[Prompt]:
Your answer should hold the data exactly as given, minus any picture.

Dataset entries
==*==

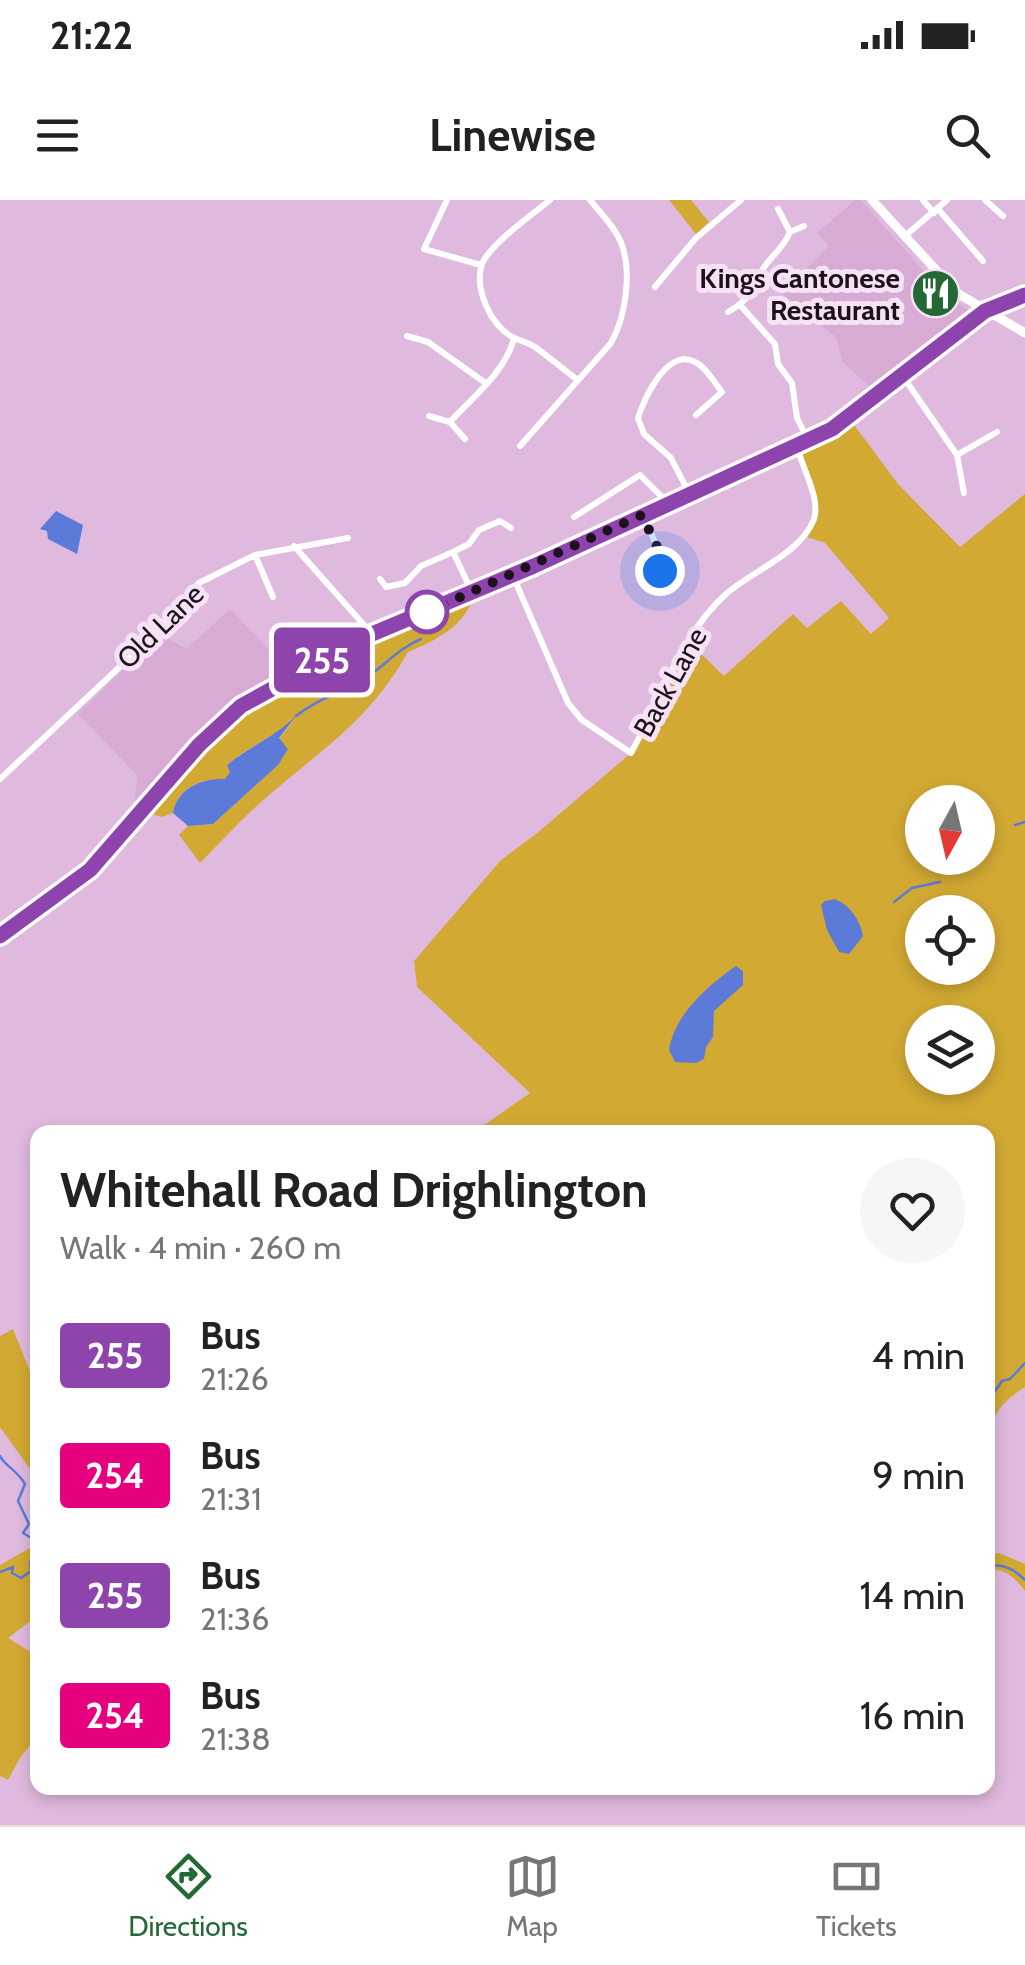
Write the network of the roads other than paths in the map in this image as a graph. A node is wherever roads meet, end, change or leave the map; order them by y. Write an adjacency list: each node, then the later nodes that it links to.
1 (447, 200): 16 (street)
2 (550, 200): 16 (street)
3 (590, 200): 26 (street)
4 (741, 200): 17 (street)
5 (872, 200): 14 (main road)
6 (923, 200): 10 (street)
7 (947, 200): 10 (street)
8 (985, 200): 11 (street)
9 (778, 210): 13 (street)
10 (936, 211): 14 (street); 15 (street)
11 (1003, 216)
12 (804, 226): 13 (street)
13 (790, 232): 19 (street)
14 (904, 237): 20 (main road)
15 (983, 260)
16 (482, 265): 24 (street)
17 (655, 287)
18 (1025, 296): 20 (main road)
19 (740, 304): 21 (street); 33 (street)
20 (985, 311): 22 (main road); 25 (main road)
21 (728, 312)
22 (1025, 333)
23 (407, 336): 27 (street)
24 (514, 338): 26 (street); 27 (street)
25 (902, 375): 33 (main road); 35 (street)
26 (578, 380): 34 (street)
27 (487, 384): 30 (street)
28 (696, 414): 36 (street)
29 (429, 416): 30 (street)
30 (450, 422): 32 (street)
31 (998, 432): 35 (street)
32 (465, 439)
33 (802, 444): 36 (main road); 47 (street, Back Lane)
34 (520, 446)
35 (957, 455): 37 (street)
36 (690, 494): 38 (main road)
37 (964, 494)
38 (668, 504): 39 (main road); 40 (street)
39 (642, 515): 46 (street); 47 (main road)
40 (574, 518)
41 (511, 528): 44 (street)
42 (348, 538): 43 (street, Old Lane)
43 (294, 546): 45 (street, Old Lane); 51 (street)
44 (453, 552): 48 (street); 49 (street)
45 (255, 555): 50 (street); 52 (street, Old Lane)
46 (667, 568)
47 (513, 576): 49 (main road)
48 (380, 579)
49 (473, 594): 51 (main road)
50 (274, 597)
51 (372, 634): 53 (main road)
52 (1, 776)
53 (0, 936)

==*==

[Problem solution]:
Write the network of the roads other than paths in the map in this image as a graph. A node is wherever roads meet, end, change or leave the map; order them by y. Write an adjacency list: each node, then the later nodes that it links to.
1 (447, 200): 16 (street)
2 (550, 200): 16 (street)
3 (590, 200): 26 (street)
4 (741, 200): 17 (street)
5 (872, 200): 14 (main road)
6 (923, 200): 10 (street)
7 (947, 200): 10 (street)
8 (985, 200): 11 (street)
9 (778, 210): 13 (street)
10 (936, 211): 14 (street); 15 (street)
11 (1003, 216)
12 (804, 226): 13 (street)
13 (790, 232): 19 (street)
14 (904, 237): 20 (main road)
15 (983, 260)
16 (482, 265): 24 (street)
17 (655, 287)
18 (1025, 296): 20 (main road)
19 (740, 304): 21 (street); 33 (street)
20 (985, 311): 22 (main road); 25 (main road)
21 (728, 312)
22 (1025, 333)
23 (407, 336): 27 (street)
24 (514, 338): 26 (street); 27 (street)
25 (902, 375): 33 (main road); 35 (street)
26 (578, 380): 34 (street)
27 (487, 384): 30 (street)
28 (696, 414): 36 (street)
29 (429, 416): 30 (street)
30 (450, 422): 32 (street)
31 (998, 432): 35 (street)
32 (465, 439)
33 (802, 444): 36 (main road); 47 (street, Back Lane)
34 (520, 446)
35 (957, 455): 37 (street)
36 (690, 494): 38 (main road)
37 (964, 494)
38 (668, 504): 39 (main road); 40 (street)
39 (642, 515): 46 (street); 47 (main road)
40 (574, 518)
41 (511, 528): 44 (street)
42 (348, 538): 43 (street, Old Lane)
43 (294, 546): 45 (street, Old Lane); 51 (street)
44 (453, 552): 48 (street); 49 (street)
45 (255, 555): 50 (street); 52 (street, Old Lane)
46 (667, 568)
47 (513, 576): 49 (main road)
48 (380, 579)
49 (473, 594): 51 (main road)
50 (274, 597)
51 (372, 634): 53 (main road)
52 (1, 776)
53 (0, 936)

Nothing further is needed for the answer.